> **WHAT THE EXERCISE ASKS**
For the records that follow, give the number of lines in which the word "SkSamplingOptions" occurs, with nothing added.

Collected data entries
*****
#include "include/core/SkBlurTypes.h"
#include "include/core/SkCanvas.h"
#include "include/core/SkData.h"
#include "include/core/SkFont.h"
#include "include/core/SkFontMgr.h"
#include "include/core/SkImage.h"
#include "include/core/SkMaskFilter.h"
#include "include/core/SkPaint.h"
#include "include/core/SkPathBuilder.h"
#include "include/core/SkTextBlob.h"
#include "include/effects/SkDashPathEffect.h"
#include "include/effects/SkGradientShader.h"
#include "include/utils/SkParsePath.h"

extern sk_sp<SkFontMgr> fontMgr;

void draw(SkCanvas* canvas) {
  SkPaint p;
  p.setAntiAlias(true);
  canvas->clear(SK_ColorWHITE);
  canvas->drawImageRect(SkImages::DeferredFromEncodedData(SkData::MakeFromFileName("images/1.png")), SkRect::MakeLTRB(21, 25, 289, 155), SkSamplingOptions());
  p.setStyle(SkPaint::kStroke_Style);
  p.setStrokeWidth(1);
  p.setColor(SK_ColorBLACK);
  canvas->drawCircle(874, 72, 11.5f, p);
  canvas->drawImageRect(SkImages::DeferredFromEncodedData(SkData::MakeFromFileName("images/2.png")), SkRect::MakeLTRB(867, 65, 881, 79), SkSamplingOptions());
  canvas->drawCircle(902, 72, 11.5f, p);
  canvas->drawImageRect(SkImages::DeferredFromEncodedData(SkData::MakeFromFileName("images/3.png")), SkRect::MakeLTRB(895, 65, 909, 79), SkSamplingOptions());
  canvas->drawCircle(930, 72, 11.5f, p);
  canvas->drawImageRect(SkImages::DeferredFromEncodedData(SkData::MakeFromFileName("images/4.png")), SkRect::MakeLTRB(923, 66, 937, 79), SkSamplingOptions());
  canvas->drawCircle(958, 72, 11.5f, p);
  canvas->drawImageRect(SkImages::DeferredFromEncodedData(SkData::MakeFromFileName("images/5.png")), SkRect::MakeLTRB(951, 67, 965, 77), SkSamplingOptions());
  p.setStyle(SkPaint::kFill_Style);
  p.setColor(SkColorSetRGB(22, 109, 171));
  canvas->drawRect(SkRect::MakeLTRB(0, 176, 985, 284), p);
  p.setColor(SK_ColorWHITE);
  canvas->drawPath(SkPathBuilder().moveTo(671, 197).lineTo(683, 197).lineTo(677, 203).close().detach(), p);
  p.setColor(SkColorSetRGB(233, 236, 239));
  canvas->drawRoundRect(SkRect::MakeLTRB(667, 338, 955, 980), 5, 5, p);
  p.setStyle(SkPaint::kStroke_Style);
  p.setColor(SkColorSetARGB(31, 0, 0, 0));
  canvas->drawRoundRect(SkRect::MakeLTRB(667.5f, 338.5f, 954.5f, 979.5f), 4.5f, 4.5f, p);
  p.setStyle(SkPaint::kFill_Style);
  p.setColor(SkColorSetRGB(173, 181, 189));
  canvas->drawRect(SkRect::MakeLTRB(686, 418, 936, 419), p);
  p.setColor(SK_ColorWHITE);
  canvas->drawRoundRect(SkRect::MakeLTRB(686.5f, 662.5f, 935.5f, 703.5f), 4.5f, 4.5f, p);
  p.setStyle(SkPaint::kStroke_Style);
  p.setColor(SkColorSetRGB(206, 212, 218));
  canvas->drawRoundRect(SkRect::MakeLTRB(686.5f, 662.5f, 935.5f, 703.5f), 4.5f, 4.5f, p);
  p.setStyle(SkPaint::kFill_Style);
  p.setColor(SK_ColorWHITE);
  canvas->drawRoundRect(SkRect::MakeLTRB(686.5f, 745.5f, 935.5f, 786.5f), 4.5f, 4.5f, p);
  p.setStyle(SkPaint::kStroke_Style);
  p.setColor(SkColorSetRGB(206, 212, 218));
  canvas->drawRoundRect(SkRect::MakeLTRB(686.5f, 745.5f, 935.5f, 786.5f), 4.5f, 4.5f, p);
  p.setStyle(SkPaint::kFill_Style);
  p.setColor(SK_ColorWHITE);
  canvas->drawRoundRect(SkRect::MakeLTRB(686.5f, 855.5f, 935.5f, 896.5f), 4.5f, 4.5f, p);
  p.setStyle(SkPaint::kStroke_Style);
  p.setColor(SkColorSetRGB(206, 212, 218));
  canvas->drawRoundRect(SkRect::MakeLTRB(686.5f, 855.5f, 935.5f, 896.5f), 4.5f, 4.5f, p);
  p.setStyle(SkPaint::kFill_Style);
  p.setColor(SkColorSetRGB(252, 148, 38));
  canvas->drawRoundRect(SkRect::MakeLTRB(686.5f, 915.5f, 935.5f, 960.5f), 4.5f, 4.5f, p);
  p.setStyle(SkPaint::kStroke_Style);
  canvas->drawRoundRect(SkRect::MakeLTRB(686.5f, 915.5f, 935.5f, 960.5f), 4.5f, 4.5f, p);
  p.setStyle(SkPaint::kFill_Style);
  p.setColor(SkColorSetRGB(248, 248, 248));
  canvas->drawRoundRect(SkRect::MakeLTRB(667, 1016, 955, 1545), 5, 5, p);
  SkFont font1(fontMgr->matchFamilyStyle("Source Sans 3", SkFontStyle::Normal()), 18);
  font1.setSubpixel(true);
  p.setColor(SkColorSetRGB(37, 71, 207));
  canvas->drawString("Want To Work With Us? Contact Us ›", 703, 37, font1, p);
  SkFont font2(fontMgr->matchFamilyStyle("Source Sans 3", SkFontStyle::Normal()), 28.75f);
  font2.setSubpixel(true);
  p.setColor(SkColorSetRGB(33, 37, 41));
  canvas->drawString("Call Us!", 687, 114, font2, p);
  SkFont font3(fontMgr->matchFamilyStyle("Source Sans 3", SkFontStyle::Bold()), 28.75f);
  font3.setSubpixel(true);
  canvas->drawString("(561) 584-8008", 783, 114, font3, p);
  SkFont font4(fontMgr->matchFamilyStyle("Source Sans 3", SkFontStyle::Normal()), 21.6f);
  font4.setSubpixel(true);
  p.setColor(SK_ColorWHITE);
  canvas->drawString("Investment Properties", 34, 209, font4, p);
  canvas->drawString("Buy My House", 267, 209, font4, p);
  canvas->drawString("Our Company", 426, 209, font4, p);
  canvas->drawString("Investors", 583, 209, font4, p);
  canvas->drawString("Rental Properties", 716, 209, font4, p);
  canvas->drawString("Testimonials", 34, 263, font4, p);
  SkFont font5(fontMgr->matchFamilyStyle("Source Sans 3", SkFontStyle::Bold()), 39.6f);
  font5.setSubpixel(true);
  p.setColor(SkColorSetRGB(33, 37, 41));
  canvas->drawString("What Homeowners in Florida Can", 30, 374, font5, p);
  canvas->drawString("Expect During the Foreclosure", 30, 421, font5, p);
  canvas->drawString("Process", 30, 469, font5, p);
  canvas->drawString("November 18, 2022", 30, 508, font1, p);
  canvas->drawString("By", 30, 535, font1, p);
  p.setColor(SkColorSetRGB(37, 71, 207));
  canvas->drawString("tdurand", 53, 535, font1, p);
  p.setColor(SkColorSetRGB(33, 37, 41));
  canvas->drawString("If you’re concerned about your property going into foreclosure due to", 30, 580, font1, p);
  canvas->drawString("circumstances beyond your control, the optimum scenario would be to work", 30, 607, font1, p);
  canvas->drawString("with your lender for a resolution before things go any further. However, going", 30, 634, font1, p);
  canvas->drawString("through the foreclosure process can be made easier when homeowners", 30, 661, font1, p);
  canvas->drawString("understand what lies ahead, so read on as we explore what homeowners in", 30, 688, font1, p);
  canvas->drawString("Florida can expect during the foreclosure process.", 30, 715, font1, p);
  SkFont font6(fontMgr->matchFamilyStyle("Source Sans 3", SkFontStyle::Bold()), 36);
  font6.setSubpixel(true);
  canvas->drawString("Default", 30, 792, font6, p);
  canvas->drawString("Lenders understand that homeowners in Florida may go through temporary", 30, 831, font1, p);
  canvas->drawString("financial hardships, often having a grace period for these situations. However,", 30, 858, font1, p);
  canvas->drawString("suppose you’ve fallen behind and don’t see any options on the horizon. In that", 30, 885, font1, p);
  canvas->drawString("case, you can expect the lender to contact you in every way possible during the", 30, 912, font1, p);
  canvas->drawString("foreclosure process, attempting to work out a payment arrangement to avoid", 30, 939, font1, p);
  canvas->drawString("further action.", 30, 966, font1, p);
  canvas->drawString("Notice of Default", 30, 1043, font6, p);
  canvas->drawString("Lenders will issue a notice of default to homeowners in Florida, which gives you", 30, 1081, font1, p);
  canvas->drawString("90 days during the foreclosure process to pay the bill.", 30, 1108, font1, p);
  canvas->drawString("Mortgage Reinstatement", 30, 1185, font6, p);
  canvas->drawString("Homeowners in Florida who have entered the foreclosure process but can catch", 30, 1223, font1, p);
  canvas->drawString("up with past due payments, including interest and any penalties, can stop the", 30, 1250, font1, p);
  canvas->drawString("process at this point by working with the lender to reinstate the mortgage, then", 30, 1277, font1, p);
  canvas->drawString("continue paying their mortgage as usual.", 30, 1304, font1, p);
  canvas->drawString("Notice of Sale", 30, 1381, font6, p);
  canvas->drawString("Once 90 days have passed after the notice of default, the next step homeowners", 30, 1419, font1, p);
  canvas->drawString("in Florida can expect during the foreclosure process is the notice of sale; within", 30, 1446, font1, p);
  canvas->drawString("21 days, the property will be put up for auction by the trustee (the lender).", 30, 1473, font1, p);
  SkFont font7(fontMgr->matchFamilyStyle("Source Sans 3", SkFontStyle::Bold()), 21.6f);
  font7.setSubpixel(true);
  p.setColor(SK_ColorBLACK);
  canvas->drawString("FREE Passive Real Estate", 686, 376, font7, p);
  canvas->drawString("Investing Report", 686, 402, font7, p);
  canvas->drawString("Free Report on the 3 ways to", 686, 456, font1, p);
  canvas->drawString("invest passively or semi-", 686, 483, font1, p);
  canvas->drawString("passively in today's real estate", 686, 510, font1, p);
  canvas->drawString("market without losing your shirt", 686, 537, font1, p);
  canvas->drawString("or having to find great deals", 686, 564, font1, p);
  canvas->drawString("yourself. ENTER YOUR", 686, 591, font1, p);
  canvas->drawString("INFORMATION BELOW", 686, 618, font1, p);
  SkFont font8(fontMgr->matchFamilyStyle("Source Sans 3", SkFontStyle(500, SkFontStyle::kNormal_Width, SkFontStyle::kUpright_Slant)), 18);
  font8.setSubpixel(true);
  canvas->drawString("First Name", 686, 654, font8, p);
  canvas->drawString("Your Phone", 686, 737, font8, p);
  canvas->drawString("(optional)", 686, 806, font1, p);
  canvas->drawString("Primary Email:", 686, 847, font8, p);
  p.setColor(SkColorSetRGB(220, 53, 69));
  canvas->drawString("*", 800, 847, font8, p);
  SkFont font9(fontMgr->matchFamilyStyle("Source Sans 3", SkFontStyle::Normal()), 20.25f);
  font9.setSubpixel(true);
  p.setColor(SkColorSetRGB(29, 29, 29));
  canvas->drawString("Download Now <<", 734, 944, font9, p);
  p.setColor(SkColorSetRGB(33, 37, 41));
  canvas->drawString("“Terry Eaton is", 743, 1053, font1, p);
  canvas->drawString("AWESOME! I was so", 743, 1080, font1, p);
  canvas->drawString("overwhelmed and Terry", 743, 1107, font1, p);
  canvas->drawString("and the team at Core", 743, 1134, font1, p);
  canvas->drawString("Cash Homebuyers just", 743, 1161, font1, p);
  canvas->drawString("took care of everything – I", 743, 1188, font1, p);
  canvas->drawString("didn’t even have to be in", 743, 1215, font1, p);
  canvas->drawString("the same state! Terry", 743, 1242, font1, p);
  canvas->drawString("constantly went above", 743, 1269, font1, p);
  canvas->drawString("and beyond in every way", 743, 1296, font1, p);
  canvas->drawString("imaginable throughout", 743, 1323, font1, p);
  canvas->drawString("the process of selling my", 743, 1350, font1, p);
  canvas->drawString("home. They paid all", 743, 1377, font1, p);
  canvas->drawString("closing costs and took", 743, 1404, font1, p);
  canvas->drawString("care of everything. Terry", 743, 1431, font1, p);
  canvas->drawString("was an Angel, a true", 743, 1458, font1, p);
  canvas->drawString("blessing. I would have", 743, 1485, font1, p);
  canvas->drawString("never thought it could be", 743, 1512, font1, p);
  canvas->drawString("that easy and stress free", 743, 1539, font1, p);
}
*****
> **TASK OUTPUT**
5